J'ai regardé autour de moi; ma lampe était mourante, mont poêle refroidi, et ma porte entr'ouverte laissait entrer une bise glacée! Je me suis levé, en frissonnant, pour la refermer à double tour; puis, gagnant l'alcôve, je me suis couché à la hâte.
Mais le froid m'a tenu longtemps éveillé, et ma pensée a continué le rêve interrompu.
Les tableaux que j'accusais tout à l'heure d'exagération ne me semblent maintenant qu'une trop fidèle peinture de la réalité; je me suis endormi sans pouvoir reprendre mon optimisme... ni me réchauffer.
Ainsi un poêle éteint et une porte mal close ont changé mon point de vue. Tout était bien quand mon sang circulait à l'aise, tout devient triste parce que le froid m'a saisi!

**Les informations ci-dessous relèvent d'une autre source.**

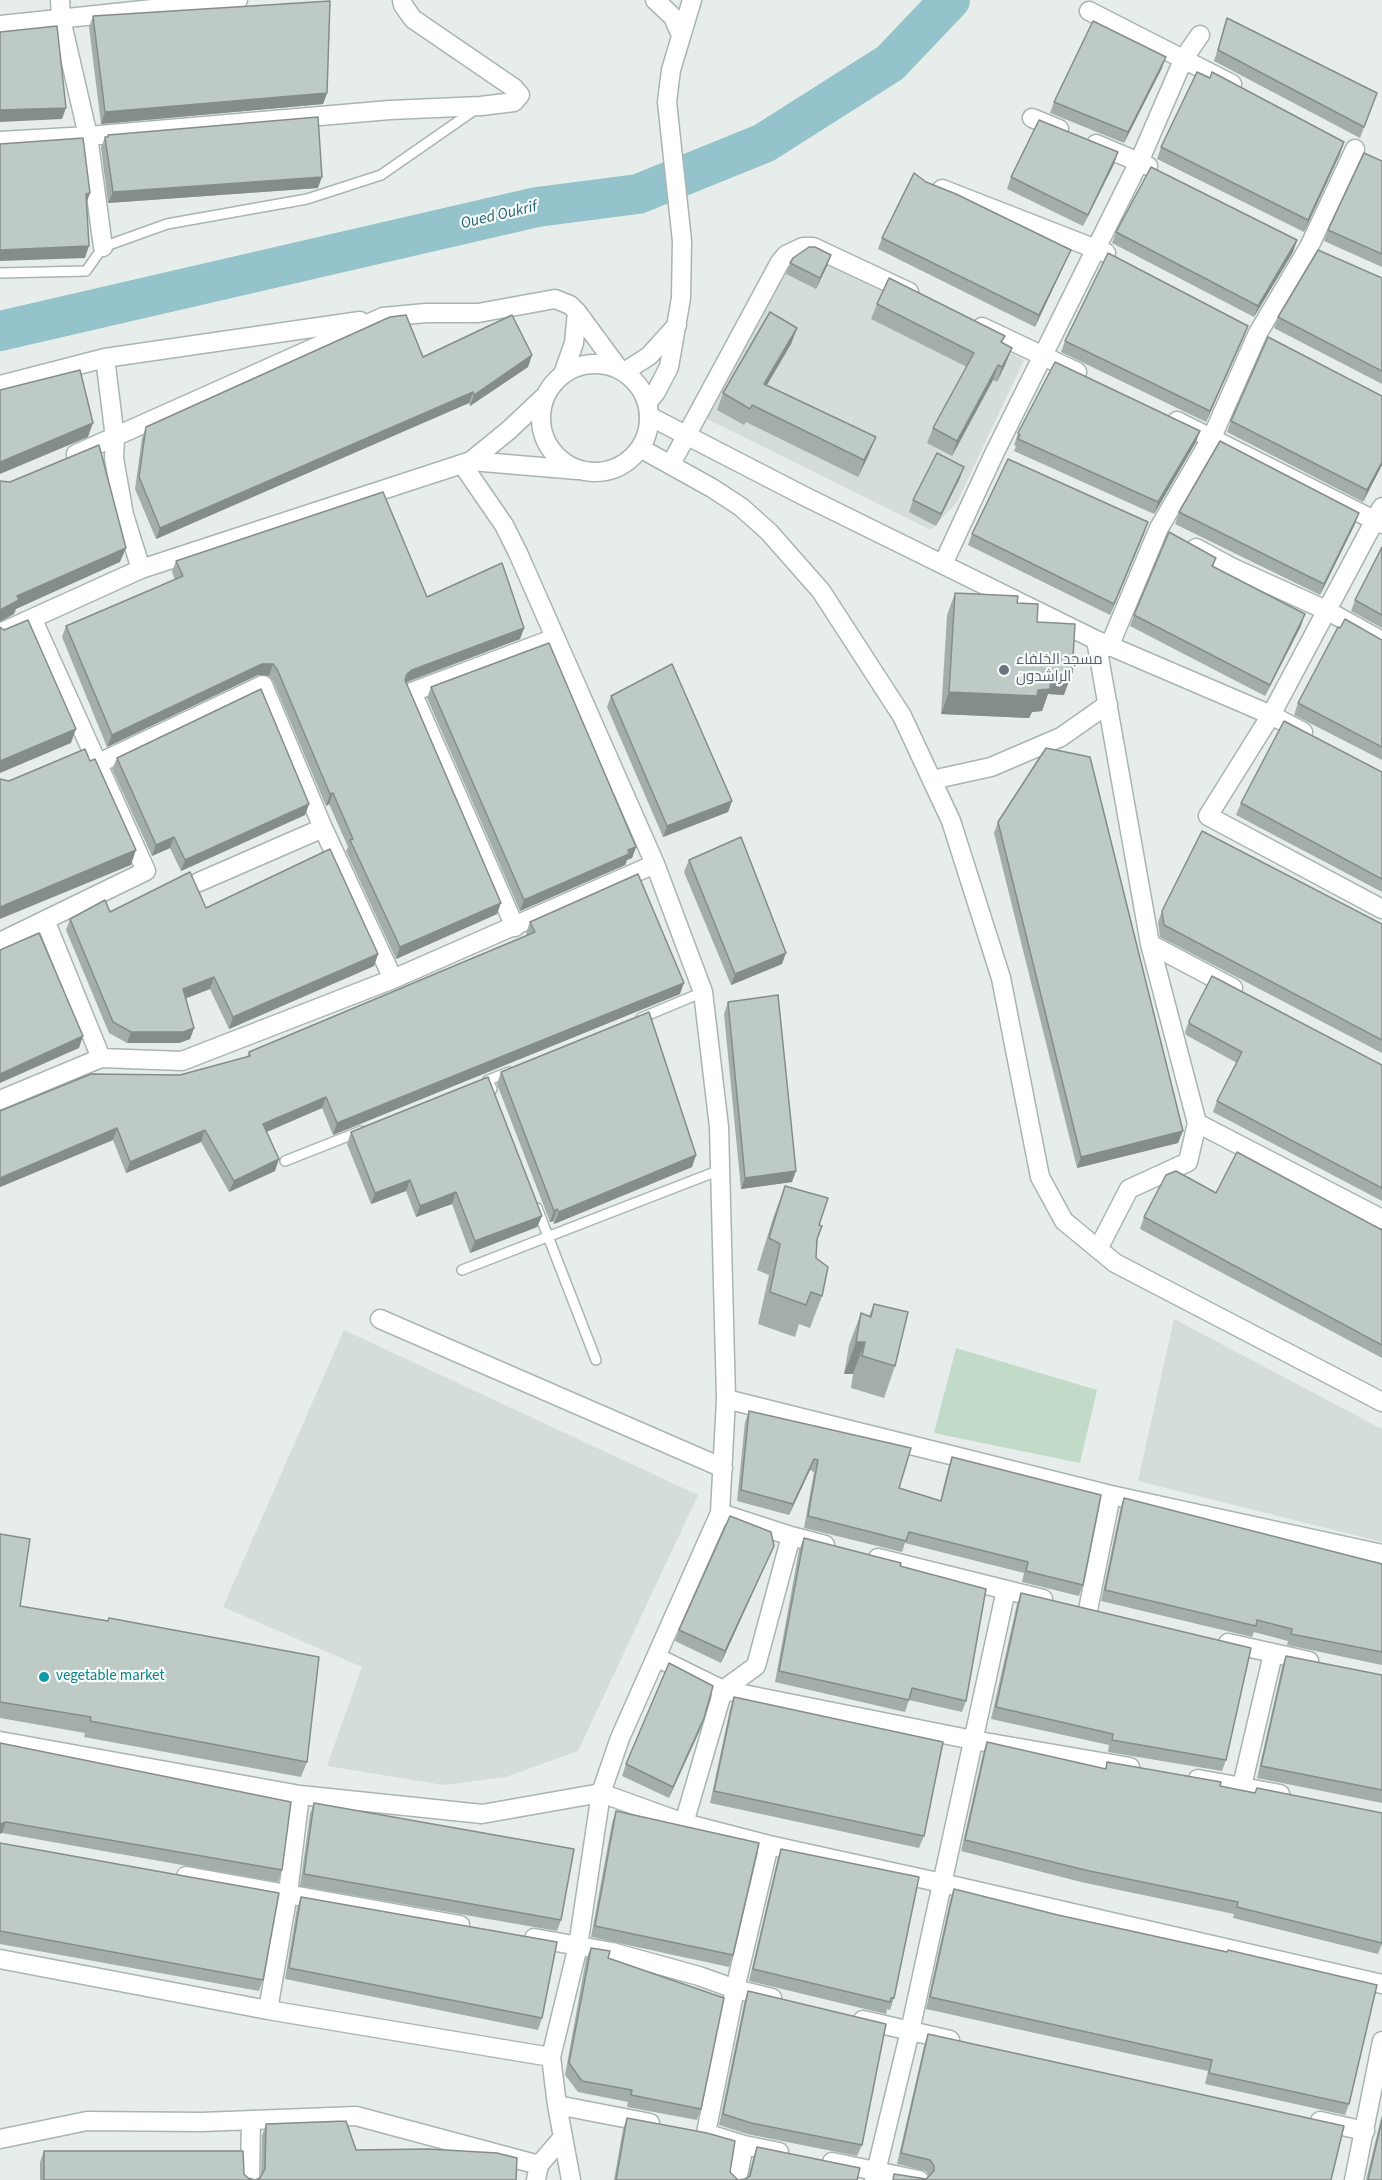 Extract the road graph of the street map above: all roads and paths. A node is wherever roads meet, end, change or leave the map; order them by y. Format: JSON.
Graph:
{"nodes":[{"id":1,"x":60,"y":0,"type":"edge"},
{"id":2,"x":238,"y":0,"type":"edge"},
{"id":3,"x":402,"y":0,"type":"edge"},
{"id":4,"x":655,"y":0,"type":"edge"},
{"id":5,"x":692,"y":0,"type":"edge"},
{"id":6,"x":1089,"y":11,"type":"dead end"},
{"id":7,"x":61,"y":19,"type":"junction"},
{"id":8,"x":0,"y":25,"type":"edge"},
{"id":9,"x":680,"y":33,"type":"junction"},
{"id":10,"x":1200,"y":35,"type":"dead end"},
{"id":11,"x":1184,"y":58,"type":"junction"},
{"id":12,"x":1244,"y":90,"type":"edge"},
{"id":13,"x":481,"y":106,"type":"junction"},
{"id":14,"x":1032,"y":118,"type":"dead end"},
{"id":15,"x":88,"y":136,"type":"junction"},
{"id":16,"x":1335,"y":139,"type":"edge"},
{"id":17,"x":0,"y":141,"type":"edge"},
{"id":18,"x":1355,"y":149,"type":"junction"},
{"id":19,"x":1373,"y":158,"type":"edge"},
{"id":20,"x":1139,"y":162,"type":"junction"},
{"id":21,"x":1160,"y":172,"type":"edge"},
{"id":22,"x":926,"y":183,"type":"edge"},
{"id":23,"x":1304,"y":244,"type":"junction"},
{"id":24,"x":103,"y":247,"type":"junction"},
{"id":25,"x":1097,"y":248,"type":"junction"},
{"id":26,"x":1330,"y":256,"type":"edge"},
{"id":27,"x":1117,"y":259,"type":"edge"},
{"id":28,"x":0,"y":273,"type":"edge"},
{"id":29,"x":927,"y":301,"type":"edge"},
{"id":30,"x":577,"y":312,"type":"junction"},
{"id":31,"x":383,"y":317,"type":"junction"},
{"id":32,"x":969,"y":321,"type":"edge"},
{"id":33,"x":1238,"y":322,"type":"edge"},
{"id":34,"x":677,"y":325,"type":"junction"},
{"id":35,"x":1264,"y":336,"type":"junction"},
{"id":36,"x":1043,"y":357,"type":"junction"},
{"id":37,"x":105,"y":358,"type":"junction"},
{"id":38,"x":621,"y":370,"type":"junction"},
{"id":39,"x":563,"y":374,"type":"junction"},
{"id":40,"x":1096,"y":382,"type":"edge"},
{"id":41,"x":0,"y":385,"type":"edge"},
{"id":42,"x":544,"y":397,"type":"junction"},
{"id":43,"x":648,"y":409,"type":"junction"},
{"id":44,"x":1159,"y":412,"type":"edge"},
{"id":45,"x":687,"y":435,"type":"junction"},
{"id":46,"x":1212,"y":437,"type":"junction"},
{"id":47,"x":115,"y":438,"type":"junction"},
{"id":48,"x":640,"y":447,"type":"junction"},
{"id":49,"x":994,"y":454,"type":"junction"},
{"id":50,"x":63,"y":460,"type":"edge"},
{"id":51,"x":466,"y":462,"type":"junction"},
{"id":52,"x":1015,"y":463,"type":"edge"},
{"id":53,"x":671,"y":464,"type":"junction"},
{"id":54,"x":579,"y":470,"type":"junction"},
{"id":55,"x":1380,"y":517,"type":"edge"},
{"id":56,"x":1138,"y":519,"type":"edge"},
{"id":57,"x":1159,"y":528,"type":"junction"},
{"id":58,"x":943,"y":564,"type":"junction"},
{"id":59,"x":141,"y":569,"type":"junction"},
{"id":60,"x":1328,"y":611,"type":"junction"},
{"id":61,"x":33,"y":620,"type":"junction"},
{"id":62,"x":0,"y":633,"type":"edge"},
{"id":63,"x":555,"y":638,"type":"junction"},
{"id":64,"x":1382,"y":641,"type":"edge"},
{"id":65,"x":1102,"y":644,"type":"junction"},
{"id":66,"x":1108,"y":704,"type":"junction"},
{"id":67,"x":1271,"y":715,"type":"junction"},
{"id":68,"x":1322,"y":741,"type":"edge"},
{"id":69,"x":70,"y":756,"type":"edge"},
{"id":70,"x":93,"y":756,"type":"junction"},
{"id":71,"x":932,"y":780,"type":"junction"},
{"id":72,"x":323,"y":828,"type":"junction"},
{"id":73,"x":655,"y":864,"type":"junction"},
{"id":74,"x":199,"y":882,"type":"dead end"},
{"id":75,"x":1382,"y":909,"type":"edge"},
{"id":76,"x":45,"y":920,"type":"junction"},
{"id":77,"x":515,"y":927,"type":"junction"},
{"id":78,"x":0,"y":942,"type":"edge"},
{"id":79,"x":1150,"y":944,"type":"junction"},
{"id":80,"x":393,"y":979,"type":"junction"},
{"id":81,"x":704,"y":992,"type":"junction"},
{"id":82,"x":1245,"y":994,"type":"edge"},
{"id":83,"x":628,"y":1023,"type":"edge"},
{"id":84,"x":101,"y":1058,"type":"junction"},
{"id":85,"x":521,"y":1067,"type":"edge"},
{"id":86,"x":488,"y":1080,"type":"junction"},
{"id":87,"x":478,"y":1084,"type":"edge"},
{"id":88,"x":0,"y":1100,"type":"edge"},
{"id":89,"x":497,"y":1102,"type":"edge"},
{"id":90,"x":1197,"y":1123,"type":"junction"},
{"id":91,"x":371,"y":1127,"type":"edge"},
{"id":92,"x":285,"y":1161,"type":"dead end"},
{"id":93,"x":720,"y":1170,"type":"junction"},
{"id":94,"x":535,"y":1203,"type":"edge"},
{"id":95,"x":1382,"y":1219,"type":"edge"},
{"id":96,"x":548,"y":1236,"type":"junction"},
{"id":97,"x":1098,"y":1249,"type":"junction"},
{"id":98,"x":462,"y":1269,"type":"dead end"},
{"id":99,"x":380,"y":1319,"type":"dead end"},
{"id":100,"x":596,"y":1360,"type":"dead end"},
{"id":101,"x":726,"y":1399,"type":"junction"},
{"id":102,"x":1382,"y":1402,"type":"edge"},
{"id":103,"x":723,"y":1467,"type":"junction"},
{"id":104,"x":1111,"y":1496,"type":"junction"},
{"id":105,"x":720,"y":1513,"type":"junction"},
{"id":106,"x":791,"y":1536,"type":"junction"},
{"id":107,"x":836,"y":1548,"type":"edge"},
{"id":108,"x":859,"y":1553,"type":"edge"},
{"id":109,"x":1382,"y":1554,"type":"edge"},
{"id":110,"x":1006,"y":1590,"type":"junction"},
{"id":111,"x":1215,"y":1640,"type":"edge"},
{"id":112,"x":1273,"y":1654,"type":"junction"},
{"id":113,"x":656,"y":1657,"type":"junction"},
{"id":114,"x":1328,"y":1665,"type":"edge"},
{"id":115,"x":723,"y":1690,"type":"junction"},
{"id":116,"x":973,"y":1740,"type":"junction"},
{"id":117,"x":0,"y":1741,"type":"edge"},
{"id":118,"x":1148,"y":1770,"type":"edge"},
{"id":119,"x":1183,"y":1776,"type":"edge"},
{"id":120,"x":1242,"y":1786,"type":"junction"},
{"id":121,"x":601,"y":1793,"type":"junction"},
{"id":122,"x":300,"y":1795,"type":"junction"},
{"id":123,"x":1300,"y":1798,"type":"edge"},
{"id":124,"x":684,"y":1823,"type":"junction"},
{"id":125,"x":769,"y":1845,"type":"junction"},
{"id":126,"x":165,"y":1873,"type":"edge"},
{"id":127,"x":942,"y":1882,"type":"junction"},
{"id":128,"x":288,"y":1893,"type":"junction"},
{"id":129,"x":474,"y":1927,"type":"edge"},
{"id":130,"x":520,"y":1936,"type":"edge"},
{"id":131,"x":578,"y":1946,"type":"junction"},
{"id":132,"x":0,"y":1959,"type":"edge"},
{"id":133,"x":1382,"y":1984,"type":"edge"},
{"id":134,"x":735,"y":1989,"type":"junction"},
{"id":135,"x":790,"y":2002,"type":"edge"},
{"id":136,"x":268,"y":2010,"type":"junction"},
{"id":137,"x":845,"y":2015,"type":"edge"},
{"id":138,"x":910,"y":2031,"type":"junction"},
{"id":139,"x":1382,"y":2041,"type":"edge"},
{"id":140,"x":969,"y":2044,"type":"edge"},
{"id":141,"x":551,"y":2057,"type":"junction"},
{"id":142,"x":557,"y":2105,"type":"junction"},
{"id":143,"x":1307,"y":2118,"type":"edge"},
{"id":144,"x":251,"y":2120,"type":"junction"},
{"id":145,"x":671,"y":2127,"type":"edge"},
{"id":146,"x":1365,"y":2131,"type":"junction"},
{"id":147,"x":563,"y":2137,"type":"junction"},
{"id":148,"x":0,"y":2139,"type":"edge"},
{"id":149,"x":744,"y":2145,"type":"junction"},
{"id":150,"x":538,"y":2172,"type":"edge"},
{"id":151,"x":875,"y":2175,"type":"edge"},
{"id":152,"x":250,"y":2180,"type":"edge"},
{"id":153,"x":572,"y":2180,"type":"edge"},
{"id":154,"x":737,"y":2180,"type":"edge"},
{"id":155,"x":918,"y":2180,"type":"edge"},
{"id":156,"x":1354,"y":2180,"type":"edge"}],
"edges":[{"from":1,"to":7,"type":"street"},
{"from":2,"to":7,"type":"street"},
{"from":3,"to":13,"type":"street"},
{"from":4,"to":9,"type":"street"},
{"from":5,"to":9,"type":"street"},
{"from":6,"to":11,"type":"street"},
{"from":7,"to":8,"type":"street"},
{"from":7,"to":15,"type":"street"},
{"from":9,"to":34,"type":"street"},
{"from":10,"to":11,"type":"street"},
{"from":11,"to":12,"type":"street"},
{"from":11,"to":20,"type":"street"},
{"from":13,"to":15,"type":"street"},
{"from":13,"to":24,"type":"lane"},
{"from":14,"to":20,"type":"street"},
{"from":15,"to":17,"type":"street"},
{"from":15,"to":24,"type":"street"},
{"from":16,"to":18,"type":"street"},
{"from":18,"to":19,"type":"street"},
{"from":18,"to":23,"type":"street"},
{"from":20,"to":21,"type":"street"},
{"from":20,"to":25,"type":"street"},
{"from":22,"to":25,"type":"street"},
{"from":23,"to":26,"type":"street"},
{"from":23,"to":35,"type":"street"},
{"from":24,"to":28,"type":"lane"},
{"from":25,"to":27,"type":"street"},
{"from":25,"to":36,"type":"street"},
{"from":29,"to":45,"type":"street"},
{"from":30,"to":31,"type":"street"},
{"from":30,"to":38,"type":"street"},
{"from":30,"to":39,"type":"street"},
{"from":31,"to":37,"type":"street"},
{"from":31,"to":47,"type":"street"},
{"from":32,"to":36,"type":"street"},
{"from":33,"to":35,"type":"street"},
{"from":34,"to":38,"type":"street"},
{"from":34,"to":43,"type":"street"},
{"from":35,"to":46,"type":"street"},
{"from":36,"to":40,"type":"street"},
{"from":36,"to":49,"type":"street"},
{"from":37,"to":41,"type":"street"},
{"from":37,"to":47,"type":"street"},
{"from":38,"to":39,"type":"street"},
{"from":38,"to":43,"type":"street"},
{"from":39,"to":42,"type":"street"},
{"from":42,"to":51,"type":"street"},
{"from":42,"to":54,"type":"street"},
{"from":43,"to":45,"type":"street"},
{"from":43,"to":48,"type":"street"},
{"from":44,"to":46,"type":"street"},
{"from":45,"to":53,"type":"street"},
{"from":45,"to":58,"type":"street"},
{"from":46,"to":55,"type":"street"},
{"from":46,"to":57,"type":"street"},
{"from":47,"to":50,"type":"street"},
{"from":47,"to":59,"type":"street"},
{"from":48,"to":53,"type":"street"},
{"from":48,"to":54,"type":"street"},
{"from":49,"to":52,"type":"street"},
{"from":49,"to":58,"type":"street"},
{"from":51,"to":54,"type":"street"},
{"from":51,"to":59,"type":"street"},
{"from":51,"to":63,"type":"street"},
{"from":53,"to":71,"type":"street"},
{"from":55,"to":60,"type":"street"},
{"from":56,"to":57,"type":"street"},
{"from":57,"to":60,"type":"street"},
{"from":57,"to":65,"type":"street"},
{"from":58,"to":65,"type":"street"},
{"from":59,"to":61,"type":"street"},
{"from":60,"to":64,"type":"street"},
{"from":60,"to":67,"type":"street"},
{"from":61,"to":62,"type":"street"},
{"from":61,"to":70,"type":"street"},
{"from":63,"to":73,"type":"street"},
{"from":63,"to":77,"type":"street"},
{"from":65,"to":66,"type":"street"},
{"from":65,"to":67,"type":"street"},
{"from":66,"to":71,"type":"street"},
{"from":66,"to":79,"type":"street"},
{"from":67,"to":68,"type":"street"},
{"from":67,"to":75,"type":"street"},
{"from":69,"to":70,"type":"street"},
{"from":70,"to":72,"type":"street"},
{"from":70,"to":76,"type":"street"},
{"from":71,"to":97,"type":"street"},
{"from":72,"to":74,"type":"street"},
{"from":72,"to":80,"type":"street"},
{"from":73,"to":77,"type":"street"},
{"from":73,"to":81,"type":"street"},
{"from":76,"to":78,"type":"street"},
{"from":76,"to":84,"type":"street"},
{"from":77,"to":80,"type":"street"},
{"from":79,"to":82,"type":"street"},
{"from":79,"to":90,"type":"street"},
{"from":80,"to":84,"type":"street"},
{"from":81,"to":83,"type":"lane"},
{"from":81,"to":93,"type":"street"},
{"from":84,"to":88,"type":"street"},
{"from":85,"to":86,"type":"lane"},
{"from":86,"to":87,"type":"lane"},
{"from":86,"to":89,"type":"lane"},
{"from":90,"to":95,"type":"street"},
{"from":90,"to":97,"type":"street"},
{"from":91,"to":92,"type":"lane"},
{"from":93,"to":96,"type":"lane"},
{"from":93,"to":101,"type":"street"},
{"from":94,"to":96,"type":"lane"},
{"from":96,"to":98,"type":"lane"},
{"from":96,"to":100,"type":"lane"},
{"from":97,"to":102,"type":"street"},
{"from":99,"to":103,"type":"street"},
{"from":101,"to":103,"type":"street"},
{"from":101,"to":104,"type":"street"},
{"from":103,"to":105,"type":"street"},
{"from":104,"to":109,"type":"street"},
{"from":104,"to":110,"type":"street"},
{"from":105,"to":106,"type":"street"},
{"from":105,"to":113,"type":"street"},
{"from":106,"to":107,"type":"street"},
{"from":106,"to":115,"type":"street"},
{"from":108,"to":110,"type":"street"},
{"from":110,"to":116,"type":"street"},
{"from":111,"to":112,"type":"street"},
{"from":112,"to":114,"type":"street"},
{"from":112,"to":120,"type":"street"},
{"from":113,"to":115,"type":"street"},
{"from":113,"to":121,"type":"street"},
{"from":115,"to":116,"type":"street"},
{"from":115,"to":124,"type":"street"},
{"from":116,"to":118,"type":"street"},
{"from":116,"to":127,"type":"street"},
{"from":117,"to":122,"type":"street"},
{"from":119,"to":120,"type":"street"},
{"from":120,"to":123,"type":"street"},
{"from":121,"to":122,"type":"street"},
{"from":121,"to":124,"type":"street"},
{"from":121,"to":131,"type":"street"},
{"from":122,"to":128,"type":"street"},
{"from":124,"to":125,"type":"street"},
{"from":125,"to":127,"type":"street"},
{"from":125,"to":134,"type":"street"},
{"from":126,"to":128,"type":"street"},
{"from":127,"to":133,"type":"street"},
{"from":127,"to":138,"type":"street"},
{"from":128,"to":129,"type":"street"},
{"from":128,"to":136,"type":"street"},
{"from":130,"to":131,"type":"street"},
{"from":131,"to":134,"type":"street"},
{"from":131,"to":141,"type":"street"},
{"from":132,"to":136,"type":"street"},
{"from":134,"to":135,"type":"street"},
{"from":134,"to":149,"type":"street"},
{"from":136,"to":141,"type":"street"},
{"from":137,"to":138,"type":"street"},
{"from":138,"to":140,"type":"street"},
{"from":138,"to":151,"type":"street"},
{"from":139,"to":146,"type":"street"},
{"from":141,"to":142,"type":"street"},
{"from":142,"to":145,"type":"street"},
{"from":142,"to":147,"type":"street"},
{"from":143,"to":146,"type":"street"},
{"from":144,"to":148,"type":"street"},
{"from":144,"to":150,"type":"street"},
{"from":144,"to":152,"type":"street"},
{"from":146,"to":156,"type":"street"},
{"from":147,"to":150,"type":"street"},
{"from":147,"to":153,"type":"street"},
{"from":149,"to":151,"type":"street"},
{"from":149,"to":154,"type":"street"},
{"from":151,"to":155,"type":"street"}]}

Ceci rappelle l'anecdote de la duchesse obligée de se rendre au couvent voisin par un jour d'hiver. Le couvent était pauvre, le bois manquait, et les moines n'avaient, pour combattre le froid, que la discipline et l'ardeur des prières. La duchesse, qui grelottait, revint touchée d'une profonde compassion pour les pauvres religieux. Pendant qu'on la débarrasse de sa pelisse et qu'on ajoute deux bûches au feu de sa cheminée, elle mande son intendant, auquel elle ordonne d'envoyer, sur-le-champ, du bois au couvent. Elle fait en suite rouler sa chaise longue près du foyer, dont la chaleur ne tarde pas à la ranimer. Déjà le souvenir de ce qu'elle vient de souffrir s'est éteint dans le bien-être; l'intendant rentre, et demande combien de chariots de bois il doit faire transporter.
—Mon Dieu! vous pouvez attendre, dit nonchalamment la grande dame; le temps s'est beaucoup radouci.
Ainsi l'homme, dans ses jugements, consulte moins la logique que la sensation; et, comme la sensation lui vient du monde extérieur, il se trouve plus ou moins sous son influence; il y puise, peu à peu, une partie de ses habitudes et de ses sentiments.
Ce n'est donc point sans motif que, lorsqu'il s'agit de préjuger un inconnu, nous cherchons dans ce qui l'entoure des révélations de son caractère. Le milieu dans lequel nous vivons se modèle forcément à notre image; nous y laissons, sans y penser, mille empreintes de notre âme. De même que la couche vide permet de deviner la taille et l'attitude de celui qui y a dormi, la demeure de chaque homme peut trahir, aux yeux d'un observateur habile, la portée de son intelligence et les mouvements de son cœur. Bernardin de Saint-Pierre a raconté l'histoire d'une jeune fille qui refusa un prétendu, parce qu'il n'avait jamais voulu souffrir chez lui ni fleurs, ni animaux domestiques; l'arrêt était sévère peut-être, mais non sans fondement. On pouvait présumer que l'homme insensible à la grâce et à l'humble affection, serait mal préparé à sentir les jouissances d'une union choisie.